El artículo del periódico La Nación de Paraguay que tiene el triste mérito de ser, según Survival, el más racista del año es lamentable. Lamentable en la forma -lleno de insultos- y lamentable en el fondo, pues tiene una nula capacidad por aceptar en una sóla línea la raiz del problema. Al autor no le importan las causas, sólo las incómodas consecuencias para su modelo de vida. El progreso es, de nuevo, objeto de secuestro.
Resulta que pueblos enteros que viven desde hace miles de años en sus territorios, están siendo expulsados por compañías transnacionales que compran sus terrenos a gobiernos y a ilegítimos propietarios. Esto es algo que no ha cambiado demasiado en los últimos 500 años aunque ahora se hace de forma sutil. Por si acaso, insistiré en recordar que mis antepasados no viajaron a América ni esclavizaron a ningún indígena. Así que sugiero al autor que revise sus propias raices por si descubre la sangre de los indígenas a los que insulta o, mucho peor, la sangre de quienes los masacraban impunemente en el mismo nombre del progreso que él ha evocado.

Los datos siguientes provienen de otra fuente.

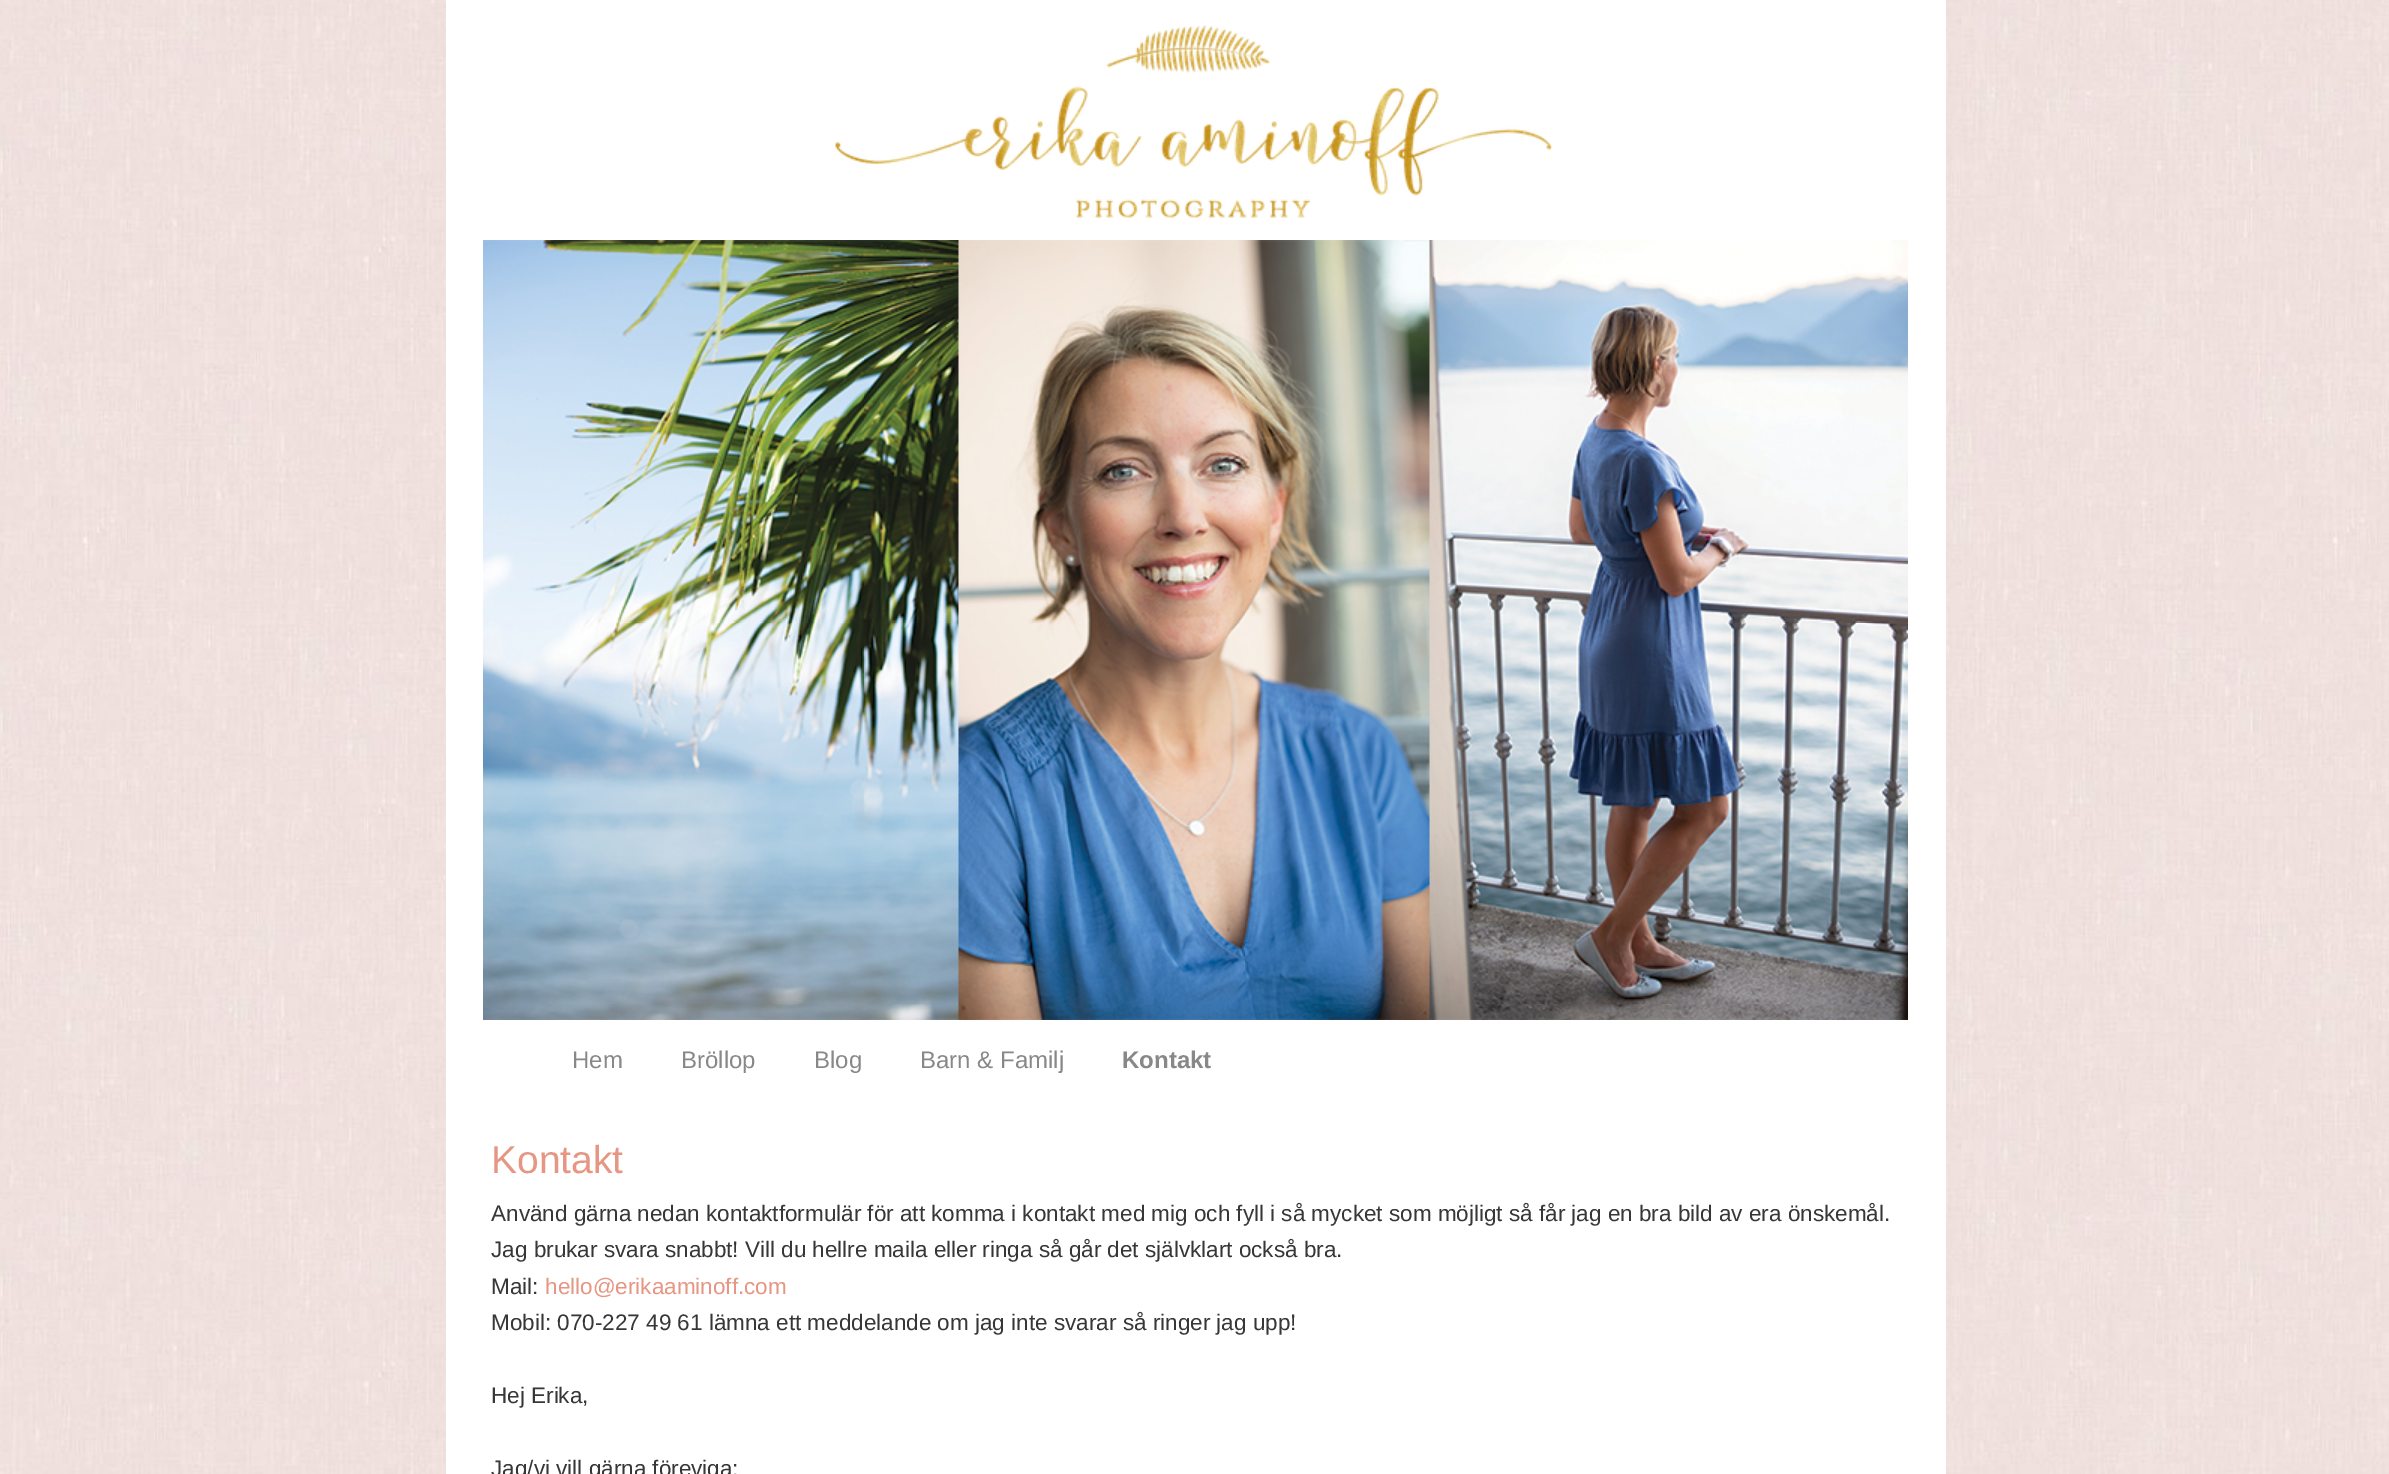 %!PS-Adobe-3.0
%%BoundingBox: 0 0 2389 1474
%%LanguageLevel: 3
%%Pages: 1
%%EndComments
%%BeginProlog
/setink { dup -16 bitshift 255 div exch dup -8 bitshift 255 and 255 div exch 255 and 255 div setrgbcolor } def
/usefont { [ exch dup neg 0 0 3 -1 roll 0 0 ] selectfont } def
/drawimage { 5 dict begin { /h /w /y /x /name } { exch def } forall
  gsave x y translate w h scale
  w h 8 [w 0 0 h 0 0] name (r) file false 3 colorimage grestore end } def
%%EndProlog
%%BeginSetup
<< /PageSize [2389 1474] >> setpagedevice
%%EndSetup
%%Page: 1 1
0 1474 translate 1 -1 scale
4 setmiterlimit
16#FFFFFF setink
0 0 2389 1474 rectfill
(img1.raw) 0 0 2389 1474 drawimage
446 0 1500 1474 rectfill
(img2.raw) 835 25 717 193 drawimage
(img3.raw) 483 240 1425 780 drawimage
/LiberationSans-Regular 24 usefont
16#888888 setink
[
    [(Hem) 572 1068]
    [(Bröllop) 681 1068]
    [(Blog) 814 1068]
    [(Barn & Familj) 920 1068]
] { aload pop moveto show } forall
/LiberationSans-Bold 24 usefont
1122 1068 moveto (Kontakt) show
/LiberationSans-Regular 39 usefont
16#E69784 setink
491 1173 moveto (Kontakt) show
/LiberationSans-Regular 22.5 usefont
16#373737 setink
[
    [(Använd gärna nedan kontaktformulär för att komma i kontakt med mig och fyll i så mycket som möjligt så får jag en bra bild av era önskemål.) 491 1221]
    [(Jag brukar svara snabbt! Vill du hellre maila eller ringa så går det självklart också bra.) 491 1257]
    [(Mail:) 491 1294]
] { aload pop moveto show } forall
16#E69784 setink
545 1294 moveto (hello@erikaaminoff.com) show
16#373737 setink
[
    [(Mobil: 070-227 49 61 lämna ett meddelande om jag inte svarar så ringer jag upp!) 491 1330]
    [(Hej Erika,) 491 1403]
    [(Jag/vi vill gärna föreviga:) 491 1476]
] { aload pop moveto show } forall
showpage
%%EOF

A ninguna de estas expoliadoras empresas, terratenientes o periodistas de la miseria, les importa que esas tierras ya tuvieran habitantes. A nadie parece importar tampoco el destino de esas familias, madres, padres, abuelos y crios, que son empujados bosque arriba, si tienen suerte, a lugares en las que ya viven otras personas, convirtiéndose en apátridas en su propia tierra. El gobierno de Paraguay se comprometió a reacomodar en nuevos espacios a quienes sufrieran esa persecución. Una promesa estúpida habida cuenta de que hogares ya tenían, y les han sido robados, pero una promesa incumplida, en todo caso.
Los indígenas son víctimas de todos: del gobierno que les ignora, de las multinacionales y de los terratenientes que les desalojan y les explotan. Tanto es así que, a estas alturas de la historia, los indígenas son hoy víctimas incluso de evangelistas y otros grupos religiosos que empujan a las comunidades a enfrentarse violentamente entre ellas para conseguir vocaciones, obligándoles, como no, a renunciar a su pasado.
La incapacidad de quienes vivimos en el mundo supuestamente desarrollado no ya por detener, sino por imaginarse siquiera en una situación parecida es simplemente deplorable. La responsabilidad de los periódicos debería ser no contribuir a ello.